Jason was a Norwegian whaling vessel laid down in 1881 in Rødsverven, Norway, the same shipyard which later built Ernest Shackleton’s ship the Endurance. The Jason was sold Italy in 1899 and rechristened Stella Polare.
In 1888, Fridtjof Nansen captained the Jason to Greenland in order to attempt the first documented crossing of the island. From 1892 to 1894, the ship was used on scientific whaling expeditions to the Antarctic, funded by A/S Oceana. The purpose of these expeditions were to map the presence of whales and seals in the area. During this mission, the Jason achieved a record of going the longest south in the area, reaching 68°10′S.

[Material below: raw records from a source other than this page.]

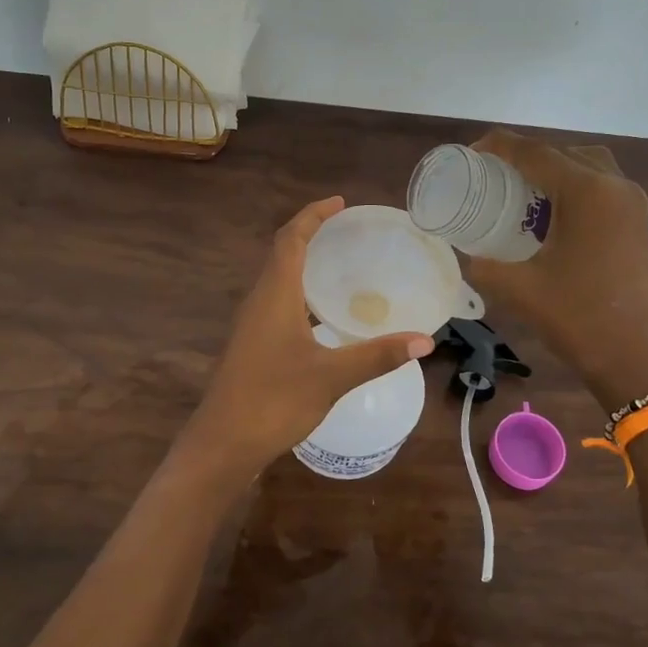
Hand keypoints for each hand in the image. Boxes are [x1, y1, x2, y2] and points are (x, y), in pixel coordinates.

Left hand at [177, 198, 433, 479]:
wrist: (223, 442)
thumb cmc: (274, 400)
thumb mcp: (332, 376)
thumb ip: (377, 355)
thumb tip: (425, 340)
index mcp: (274, 294)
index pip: (291, 238)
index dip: (313, 215)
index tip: (340, 203)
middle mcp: (259, 300)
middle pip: (282, 253)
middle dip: (311, 234)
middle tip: (347, 230)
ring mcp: (251, 324)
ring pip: (277, 279)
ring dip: (303, 263)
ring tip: (339, 264)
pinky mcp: (251, 345)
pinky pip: (276, 302)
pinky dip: (300, 292)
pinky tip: (322, 315)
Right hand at [464, 130, 647, 408]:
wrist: (636, 360)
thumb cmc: (577, 318)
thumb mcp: (518, 289)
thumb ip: (483, 265)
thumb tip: (467, 253)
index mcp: (588, 193)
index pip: (535, 153)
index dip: (500, 147)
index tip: (471, 153)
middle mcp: (615, 187)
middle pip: (564, 153)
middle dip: (527, 158)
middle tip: (495, 177)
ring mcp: (633, 205)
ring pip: (588, 167)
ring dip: (555, 172)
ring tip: (522, 195)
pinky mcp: (639, 225)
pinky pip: (602, 188)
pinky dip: (574, 189)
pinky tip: (551, 218)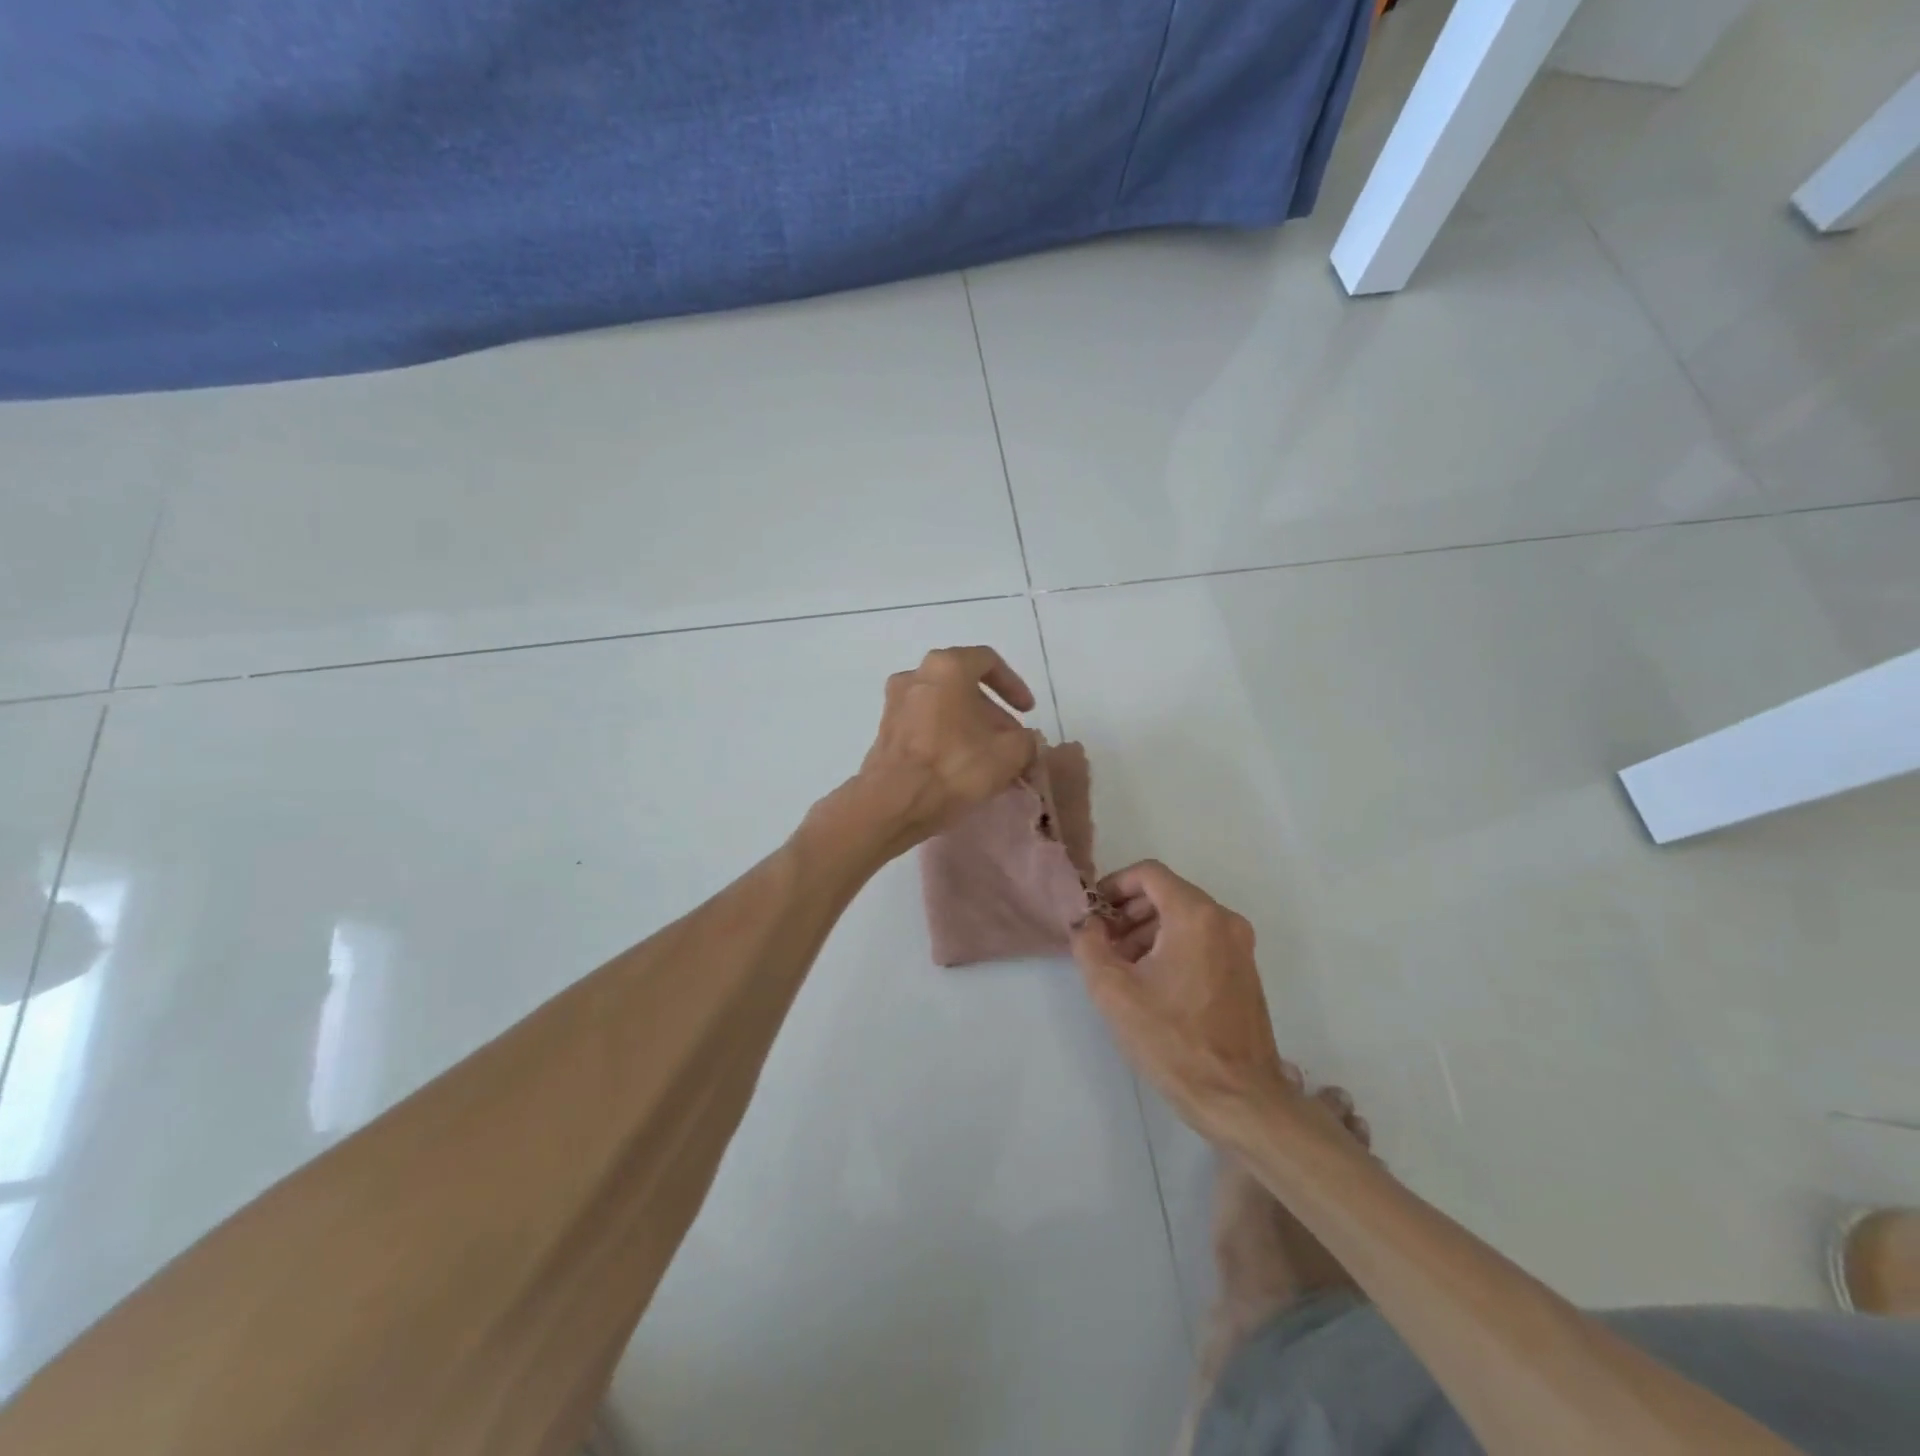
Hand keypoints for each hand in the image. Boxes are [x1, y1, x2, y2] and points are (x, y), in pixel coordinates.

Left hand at [852, 646, 1037, 850]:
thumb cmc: (954, 766)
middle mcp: (916, 675)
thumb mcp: (1009, 754)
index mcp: (947, 667)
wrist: (892, 802)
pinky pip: (925, 723)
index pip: (988, 661)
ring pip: (943, 705)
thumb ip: (1027, 740)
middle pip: (964, 685)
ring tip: (987, 757)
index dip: (1014, 685)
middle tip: (1010, 740)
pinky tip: (960, 766)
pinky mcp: (885, 730)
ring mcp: (895, 702)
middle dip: (992, 712)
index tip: (1027, 712)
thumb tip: (1026, 741)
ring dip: (969, 725)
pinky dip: (946, 736)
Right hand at [1072, 861, 1298, 1144]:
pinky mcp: (1245, 971)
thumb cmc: (1172, 1041)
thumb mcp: (1113, 992)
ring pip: (1184, 918)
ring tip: (1121, 965)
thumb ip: (1089, 945)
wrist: (1239, 1099)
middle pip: (1168, 893)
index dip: (1114, 884)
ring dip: (1147, 930)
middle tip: (1101, 941)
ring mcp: (1240, 946)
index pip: (1149, 874)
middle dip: (1128, 911)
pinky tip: (1151, 981)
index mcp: (1196, 916)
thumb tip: (1085, 923)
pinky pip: (1202, 940)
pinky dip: (1172, 946)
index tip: (1093, 911)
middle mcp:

The ship was sold in 1899 to the Italian prince and explorer Prince Luigi Amedeo of Savoy-Aosta, Duke of the Abruzzi and named Stella Polare. Amedeo gathered an expeditionary crew of Italian and Norwegian civilians and sailed from Christiana on June 12 of that year. By the 30th, they had reached Archangel, Russia to load sled dogs onto the ship. Leaving Russia, they headed for Franz Josef Land. They landed in Teplitz Bay in Rudolf Island, with a hope to establish a winter camp for the expedition. From here, they established a string of camps designed to supply each other with food and men. During the expedition, Amedeo lost two fingers to frostbite, and had to hand command of the voyage over to Captain Umberto Cagni. On April 25, 1900, Cagni planted the Italian flag at 86°34′N, claiming the title of “Farthest North.” The Stella Polare was decommissioned in 1902.